4. Уязвимость существует из-за ошибки при загрузке Adobe Flash файлов посредством схемы "view-source:". Удаленный пользователь может произвести CSRF атаку и просмотреть или записать Local Shared Objects на системе пользователя. 
5. Уязвимость существует из-за ошибки при обработке XBL привязок. Злоумышленник может произвести XSS нападение на сайты, позволяющие пользователю добавить таблицы стилей с другого источника. 
6. Уязвимость существует из-за ошибок в "XMLHttpRequest" и "XPCNativeWrapper.toString". Удаленный пользователь может обойти политику единства происхождения и выполнить произвольный код на системе с привилегиями chrome. 
7. Уязвимость существует из-за ошибки при обработке "SearchForm javascript**:" URI, когда пользователь производит пустой поиск в специально сформированном плагине. 
8. Уязвимость существует из-за ошибки при обработке POST данных, при сохранении внутреннего фрейма страницы в качестве файла в то время, как внешняя страница содержит POST данные, что приведет к отправке POST данных на URL внутреннего фрейма. Удаленный пользователь может получить доступ к потенциально важным данным. 
9. Уязвимость существует из-за ошибки при обработке заголовка "Refresh". Удаленный пользователь может произвести XSS нападение. 
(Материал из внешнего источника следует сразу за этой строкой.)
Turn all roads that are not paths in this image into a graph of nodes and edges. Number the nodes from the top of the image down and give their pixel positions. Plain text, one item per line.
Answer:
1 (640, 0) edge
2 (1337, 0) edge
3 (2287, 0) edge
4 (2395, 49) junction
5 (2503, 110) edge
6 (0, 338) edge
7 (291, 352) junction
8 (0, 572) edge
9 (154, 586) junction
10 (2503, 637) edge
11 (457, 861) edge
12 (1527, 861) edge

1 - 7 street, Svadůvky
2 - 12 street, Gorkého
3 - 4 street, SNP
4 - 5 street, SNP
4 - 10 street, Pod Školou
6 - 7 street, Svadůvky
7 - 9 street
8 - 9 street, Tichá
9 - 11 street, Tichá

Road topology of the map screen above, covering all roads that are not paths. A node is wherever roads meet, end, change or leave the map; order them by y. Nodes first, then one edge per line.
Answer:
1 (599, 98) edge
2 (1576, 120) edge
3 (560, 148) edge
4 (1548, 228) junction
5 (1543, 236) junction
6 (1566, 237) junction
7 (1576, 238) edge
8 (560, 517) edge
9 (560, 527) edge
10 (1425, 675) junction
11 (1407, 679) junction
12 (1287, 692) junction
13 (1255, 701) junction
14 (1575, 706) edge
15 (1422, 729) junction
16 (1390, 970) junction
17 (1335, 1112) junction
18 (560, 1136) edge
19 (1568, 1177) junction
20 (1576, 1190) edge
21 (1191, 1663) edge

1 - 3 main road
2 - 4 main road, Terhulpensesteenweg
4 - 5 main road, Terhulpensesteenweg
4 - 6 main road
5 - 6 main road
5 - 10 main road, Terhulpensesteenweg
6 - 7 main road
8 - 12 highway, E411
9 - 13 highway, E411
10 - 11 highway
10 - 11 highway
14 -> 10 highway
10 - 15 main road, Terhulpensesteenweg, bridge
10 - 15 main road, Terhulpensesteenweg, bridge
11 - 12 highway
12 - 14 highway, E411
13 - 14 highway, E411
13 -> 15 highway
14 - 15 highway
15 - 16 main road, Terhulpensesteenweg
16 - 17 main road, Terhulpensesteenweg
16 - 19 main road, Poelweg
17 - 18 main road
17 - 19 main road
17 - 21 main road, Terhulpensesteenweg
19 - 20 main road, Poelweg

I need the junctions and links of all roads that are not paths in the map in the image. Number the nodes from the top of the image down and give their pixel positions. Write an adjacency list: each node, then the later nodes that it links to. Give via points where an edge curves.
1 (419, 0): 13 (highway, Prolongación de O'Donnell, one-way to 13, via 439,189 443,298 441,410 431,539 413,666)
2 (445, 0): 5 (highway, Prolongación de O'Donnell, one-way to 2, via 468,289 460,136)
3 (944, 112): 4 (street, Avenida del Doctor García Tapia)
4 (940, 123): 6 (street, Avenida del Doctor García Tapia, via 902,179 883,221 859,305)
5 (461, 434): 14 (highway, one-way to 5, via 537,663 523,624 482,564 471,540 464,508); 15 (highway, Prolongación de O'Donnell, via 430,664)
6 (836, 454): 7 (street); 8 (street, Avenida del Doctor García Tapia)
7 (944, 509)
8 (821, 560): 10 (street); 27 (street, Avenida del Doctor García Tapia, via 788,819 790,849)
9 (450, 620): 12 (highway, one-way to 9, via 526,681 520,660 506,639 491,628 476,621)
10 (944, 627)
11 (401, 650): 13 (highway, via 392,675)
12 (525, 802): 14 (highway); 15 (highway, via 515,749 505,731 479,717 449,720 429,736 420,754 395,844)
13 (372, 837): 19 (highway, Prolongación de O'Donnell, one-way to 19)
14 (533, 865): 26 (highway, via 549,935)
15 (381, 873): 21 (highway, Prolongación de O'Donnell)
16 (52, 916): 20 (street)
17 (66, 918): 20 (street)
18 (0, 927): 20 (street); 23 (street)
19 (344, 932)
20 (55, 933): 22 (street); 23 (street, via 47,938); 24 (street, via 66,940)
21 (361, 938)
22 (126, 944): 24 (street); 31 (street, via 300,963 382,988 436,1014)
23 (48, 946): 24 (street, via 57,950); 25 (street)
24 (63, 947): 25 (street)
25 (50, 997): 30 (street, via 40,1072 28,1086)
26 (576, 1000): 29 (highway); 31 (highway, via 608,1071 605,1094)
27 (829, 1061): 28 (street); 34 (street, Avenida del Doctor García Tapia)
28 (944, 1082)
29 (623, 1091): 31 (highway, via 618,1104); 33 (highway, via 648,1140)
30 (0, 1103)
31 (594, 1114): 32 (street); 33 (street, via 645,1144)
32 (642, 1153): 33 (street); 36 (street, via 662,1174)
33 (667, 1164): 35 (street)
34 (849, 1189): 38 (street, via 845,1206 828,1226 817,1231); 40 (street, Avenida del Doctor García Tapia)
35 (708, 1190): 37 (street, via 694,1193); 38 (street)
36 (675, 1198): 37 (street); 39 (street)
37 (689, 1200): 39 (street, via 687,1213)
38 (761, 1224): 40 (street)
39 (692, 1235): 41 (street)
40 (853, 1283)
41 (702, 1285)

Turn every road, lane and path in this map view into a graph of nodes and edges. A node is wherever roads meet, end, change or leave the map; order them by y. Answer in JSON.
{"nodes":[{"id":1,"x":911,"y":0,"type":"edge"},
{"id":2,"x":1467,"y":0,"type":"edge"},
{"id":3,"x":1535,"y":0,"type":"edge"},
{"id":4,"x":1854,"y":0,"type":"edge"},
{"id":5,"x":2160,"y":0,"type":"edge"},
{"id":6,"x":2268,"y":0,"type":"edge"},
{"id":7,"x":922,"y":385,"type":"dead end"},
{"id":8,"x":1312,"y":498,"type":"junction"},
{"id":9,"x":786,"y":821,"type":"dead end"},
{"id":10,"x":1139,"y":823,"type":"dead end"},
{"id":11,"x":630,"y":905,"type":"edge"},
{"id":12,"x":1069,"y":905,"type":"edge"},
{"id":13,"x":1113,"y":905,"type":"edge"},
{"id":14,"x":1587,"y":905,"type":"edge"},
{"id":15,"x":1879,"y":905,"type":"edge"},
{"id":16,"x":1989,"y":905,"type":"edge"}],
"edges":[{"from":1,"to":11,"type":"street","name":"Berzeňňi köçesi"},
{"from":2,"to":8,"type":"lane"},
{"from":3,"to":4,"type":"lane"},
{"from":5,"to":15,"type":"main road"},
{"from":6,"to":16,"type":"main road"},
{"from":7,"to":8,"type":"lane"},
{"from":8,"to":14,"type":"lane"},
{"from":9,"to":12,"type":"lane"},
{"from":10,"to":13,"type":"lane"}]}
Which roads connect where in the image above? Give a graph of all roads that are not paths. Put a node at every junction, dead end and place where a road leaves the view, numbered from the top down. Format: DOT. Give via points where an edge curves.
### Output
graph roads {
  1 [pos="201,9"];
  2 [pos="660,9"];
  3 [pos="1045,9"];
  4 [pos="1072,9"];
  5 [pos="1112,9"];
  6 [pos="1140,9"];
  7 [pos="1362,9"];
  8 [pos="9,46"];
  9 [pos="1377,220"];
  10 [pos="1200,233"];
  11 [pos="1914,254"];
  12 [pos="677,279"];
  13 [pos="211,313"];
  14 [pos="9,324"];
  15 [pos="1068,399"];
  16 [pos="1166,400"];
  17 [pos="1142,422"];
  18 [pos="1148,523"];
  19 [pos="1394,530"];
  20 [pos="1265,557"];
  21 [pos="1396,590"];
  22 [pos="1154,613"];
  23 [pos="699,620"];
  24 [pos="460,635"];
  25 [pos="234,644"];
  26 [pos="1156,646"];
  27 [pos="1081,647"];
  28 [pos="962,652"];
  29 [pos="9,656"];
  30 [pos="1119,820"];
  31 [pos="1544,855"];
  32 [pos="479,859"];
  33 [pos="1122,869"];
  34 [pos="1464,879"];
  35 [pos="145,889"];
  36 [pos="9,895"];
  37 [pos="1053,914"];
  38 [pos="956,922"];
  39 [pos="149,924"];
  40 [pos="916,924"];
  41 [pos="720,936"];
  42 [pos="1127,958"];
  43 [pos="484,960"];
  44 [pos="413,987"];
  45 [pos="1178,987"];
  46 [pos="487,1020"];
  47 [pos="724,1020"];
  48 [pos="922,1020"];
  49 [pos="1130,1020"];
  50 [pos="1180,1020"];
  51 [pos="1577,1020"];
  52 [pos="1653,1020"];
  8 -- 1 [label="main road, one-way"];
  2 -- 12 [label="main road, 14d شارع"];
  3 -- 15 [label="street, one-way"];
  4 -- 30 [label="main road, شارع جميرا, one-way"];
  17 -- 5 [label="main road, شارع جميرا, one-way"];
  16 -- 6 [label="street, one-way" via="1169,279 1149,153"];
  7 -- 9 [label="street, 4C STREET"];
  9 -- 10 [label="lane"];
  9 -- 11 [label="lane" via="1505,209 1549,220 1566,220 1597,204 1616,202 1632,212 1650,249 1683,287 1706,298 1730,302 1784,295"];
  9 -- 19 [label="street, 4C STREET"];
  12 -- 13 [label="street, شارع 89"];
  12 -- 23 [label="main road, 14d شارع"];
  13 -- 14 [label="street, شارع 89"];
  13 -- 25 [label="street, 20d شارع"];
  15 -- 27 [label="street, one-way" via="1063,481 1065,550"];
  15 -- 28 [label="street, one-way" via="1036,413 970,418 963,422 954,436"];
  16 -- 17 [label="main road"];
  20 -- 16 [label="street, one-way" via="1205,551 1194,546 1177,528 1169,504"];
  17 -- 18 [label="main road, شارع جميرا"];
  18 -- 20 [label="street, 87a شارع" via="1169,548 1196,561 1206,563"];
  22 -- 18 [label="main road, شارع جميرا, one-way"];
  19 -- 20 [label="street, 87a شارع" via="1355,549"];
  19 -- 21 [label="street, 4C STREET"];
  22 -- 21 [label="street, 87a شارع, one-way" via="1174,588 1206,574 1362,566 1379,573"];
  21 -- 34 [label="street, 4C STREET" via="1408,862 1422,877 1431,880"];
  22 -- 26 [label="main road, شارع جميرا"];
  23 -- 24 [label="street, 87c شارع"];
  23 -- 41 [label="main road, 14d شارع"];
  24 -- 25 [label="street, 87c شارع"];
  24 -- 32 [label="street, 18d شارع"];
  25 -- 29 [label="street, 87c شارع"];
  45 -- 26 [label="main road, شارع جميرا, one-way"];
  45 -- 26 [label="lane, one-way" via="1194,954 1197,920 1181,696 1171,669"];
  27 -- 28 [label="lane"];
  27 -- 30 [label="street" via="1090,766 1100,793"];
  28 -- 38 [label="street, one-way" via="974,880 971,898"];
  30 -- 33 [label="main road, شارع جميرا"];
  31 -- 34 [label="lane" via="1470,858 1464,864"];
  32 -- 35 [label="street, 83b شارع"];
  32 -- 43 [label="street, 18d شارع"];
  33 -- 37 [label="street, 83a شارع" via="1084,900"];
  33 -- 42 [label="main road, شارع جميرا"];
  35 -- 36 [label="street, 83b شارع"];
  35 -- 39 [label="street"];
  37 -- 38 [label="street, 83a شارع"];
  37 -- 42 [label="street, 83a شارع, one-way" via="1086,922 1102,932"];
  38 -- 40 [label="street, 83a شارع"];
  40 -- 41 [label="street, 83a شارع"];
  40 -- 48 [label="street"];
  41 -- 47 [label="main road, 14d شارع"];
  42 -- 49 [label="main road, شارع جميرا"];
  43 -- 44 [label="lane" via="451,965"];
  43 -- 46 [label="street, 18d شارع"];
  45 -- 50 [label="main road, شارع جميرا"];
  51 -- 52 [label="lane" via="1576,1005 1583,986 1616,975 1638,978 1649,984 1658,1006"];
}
*URL производителя:* www.mozilla.com/en-US/firefox/ 

*Решение:* Установите последнюю версию 3.0.9 с сайта производителя

securitylab.ru

----------

Надоело быть жертвой? Стань профи по информационной безопасности, получай самую свежую информацию об угрозах и средствах защиты от ведущего российского аналитического центра Anti-Malware.ru:

----------


## Black_N

Спасибо!
Я Оперу люблю...

----------


## TANUKI

> Спасибо!
> Я Оперу люблю...


Если станет когда-нибудь такой же популярной, как сейчас лиса, то и в этой "Опере" найдут не меньше "фальшивых нот"  :Wink:

----------